Select the lines below containing the word "roads".

ENTRIES PROVIDED>
------------

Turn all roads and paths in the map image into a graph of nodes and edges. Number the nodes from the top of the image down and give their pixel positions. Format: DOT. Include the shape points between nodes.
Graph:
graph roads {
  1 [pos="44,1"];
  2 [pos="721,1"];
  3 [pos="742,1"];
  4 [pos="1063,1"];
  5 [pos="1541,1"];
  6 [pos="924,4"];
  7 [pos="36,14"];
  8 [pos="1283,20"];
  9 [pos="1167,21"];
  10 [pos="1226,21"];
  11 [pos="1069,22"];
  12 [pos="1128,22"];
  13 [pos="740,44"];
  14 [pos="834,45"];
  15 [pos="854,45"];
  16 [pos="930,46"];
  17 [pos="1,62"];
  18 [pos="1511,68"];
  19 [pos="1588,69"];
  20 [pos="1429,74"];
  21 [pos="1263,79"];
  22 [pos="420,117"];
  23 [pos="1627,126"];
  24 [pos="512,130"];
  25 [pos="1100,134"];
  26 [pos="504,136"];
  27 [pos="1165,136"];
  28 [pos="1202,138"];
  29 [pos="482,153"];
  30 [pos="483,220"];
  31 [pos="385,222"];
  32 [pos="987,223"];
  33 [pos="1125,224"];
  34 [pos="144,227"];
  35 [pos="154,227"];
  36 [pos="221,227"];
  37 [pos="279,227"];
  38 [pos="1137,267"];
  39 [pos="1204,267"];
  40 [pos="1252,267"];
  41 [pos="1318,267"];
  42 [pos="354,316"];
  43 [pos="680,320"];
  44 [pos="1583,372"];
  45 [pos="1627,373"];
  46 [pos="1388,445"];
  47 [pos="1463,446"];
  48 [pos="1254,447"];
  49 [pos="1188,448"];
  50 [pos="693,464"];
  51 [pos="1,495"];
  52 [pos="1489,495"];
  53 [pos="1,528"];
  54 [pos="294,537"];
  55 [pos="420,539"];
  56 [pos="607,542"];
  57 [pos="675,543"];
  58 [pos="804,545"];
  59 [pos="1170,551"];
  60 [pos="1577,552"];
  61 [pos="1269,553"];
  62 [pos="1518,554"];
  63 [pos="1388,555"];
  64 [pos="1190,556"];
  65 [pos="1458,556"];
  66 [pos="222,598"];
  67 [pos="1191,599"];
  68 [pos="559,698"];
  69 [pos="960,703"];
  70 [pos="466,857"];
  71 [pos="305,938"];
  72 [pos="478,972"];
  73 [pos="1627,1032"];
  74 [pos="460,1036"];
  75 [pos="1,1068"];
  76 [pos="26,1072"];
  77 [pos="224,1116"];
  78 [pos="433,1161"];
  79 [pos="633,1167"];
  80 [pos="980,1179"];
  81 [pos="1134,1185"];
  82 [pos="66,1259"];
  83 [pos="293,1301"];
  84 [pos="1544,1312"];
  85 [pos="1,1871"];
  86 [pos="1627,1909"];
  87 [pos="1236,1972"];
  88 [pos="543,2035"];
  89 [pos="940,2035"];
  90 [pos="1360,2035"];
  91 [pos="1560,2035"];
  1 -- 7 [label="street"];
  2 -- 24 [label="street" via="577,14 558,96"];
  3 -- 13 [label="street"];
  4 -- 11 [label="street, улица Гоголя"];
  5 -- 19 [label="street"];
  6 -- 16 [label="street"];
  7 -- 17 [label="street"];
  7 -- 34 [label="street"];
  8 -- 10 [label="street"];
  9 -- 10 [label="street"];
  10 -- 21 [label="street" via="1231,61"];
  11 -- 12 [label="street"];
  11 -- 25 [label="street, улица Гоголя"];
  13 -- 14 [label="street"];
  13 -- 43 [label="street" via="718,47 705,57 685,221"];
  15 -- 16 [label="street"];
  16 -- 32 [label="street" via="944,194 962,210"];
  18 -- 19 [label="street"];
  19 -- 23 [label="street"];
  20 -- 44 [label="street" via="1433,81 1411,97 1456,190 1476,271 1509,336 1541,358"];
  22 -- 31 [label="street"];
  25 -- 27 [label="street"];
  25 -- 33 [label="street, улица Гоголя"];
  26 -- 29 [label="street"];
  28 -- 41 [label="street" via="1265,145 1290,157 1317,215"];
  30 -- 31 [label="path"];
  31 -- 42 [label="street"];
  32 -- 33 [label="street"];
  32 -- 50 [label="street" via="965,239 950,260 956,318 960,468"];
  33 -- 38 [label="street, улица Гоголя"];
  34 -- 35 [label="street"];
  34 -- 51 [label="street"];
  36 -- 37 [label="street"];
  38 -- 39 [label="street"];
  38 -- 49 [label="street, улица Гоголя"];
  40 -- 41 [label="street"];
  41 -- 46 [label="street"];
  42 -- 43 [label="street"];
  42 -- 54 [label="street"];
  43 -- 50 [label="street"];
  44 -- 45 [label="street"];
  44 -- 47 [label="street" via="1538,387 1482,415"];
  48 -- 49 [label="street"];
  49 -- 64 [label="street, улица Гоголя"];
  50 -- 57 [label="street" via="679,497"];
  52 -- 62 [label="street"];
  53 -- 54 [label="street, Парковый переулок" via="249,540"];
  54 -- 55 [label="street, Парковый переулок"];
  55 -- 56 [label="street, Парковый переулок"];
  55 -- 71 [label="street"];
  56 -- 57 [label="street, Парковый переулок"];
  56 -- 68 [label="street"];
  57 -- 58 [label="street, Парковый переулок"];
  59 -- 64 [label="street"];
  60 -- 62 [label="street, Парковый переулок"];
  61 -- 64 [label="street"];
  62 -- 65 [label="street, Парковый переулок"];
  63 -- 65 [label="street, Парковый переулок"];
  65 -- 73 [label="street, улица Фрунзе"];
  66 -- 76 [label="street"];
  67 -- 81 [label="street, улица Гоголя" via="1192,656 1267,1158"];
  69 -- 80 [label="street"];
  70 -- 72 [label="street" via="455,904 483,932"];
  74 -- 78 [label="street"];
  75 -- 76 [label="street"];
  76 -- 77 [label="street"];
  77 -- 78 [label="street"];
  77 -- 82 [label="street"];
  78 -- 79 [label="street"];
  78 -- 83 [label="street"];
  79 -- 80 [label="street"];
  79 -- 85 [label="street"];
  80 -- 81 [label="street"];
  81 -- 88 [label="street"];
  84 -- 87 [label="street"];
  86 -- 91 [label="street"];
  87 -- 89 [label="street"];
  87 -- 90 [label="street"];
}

------------

TASK RESPONSE>
Turn all roads and paths in the map image into a graph of nodes and edges. Number the nodes from the top of the image down and give their pixel positions. Format: DOT. Include the shape points between nodes.
graph roads {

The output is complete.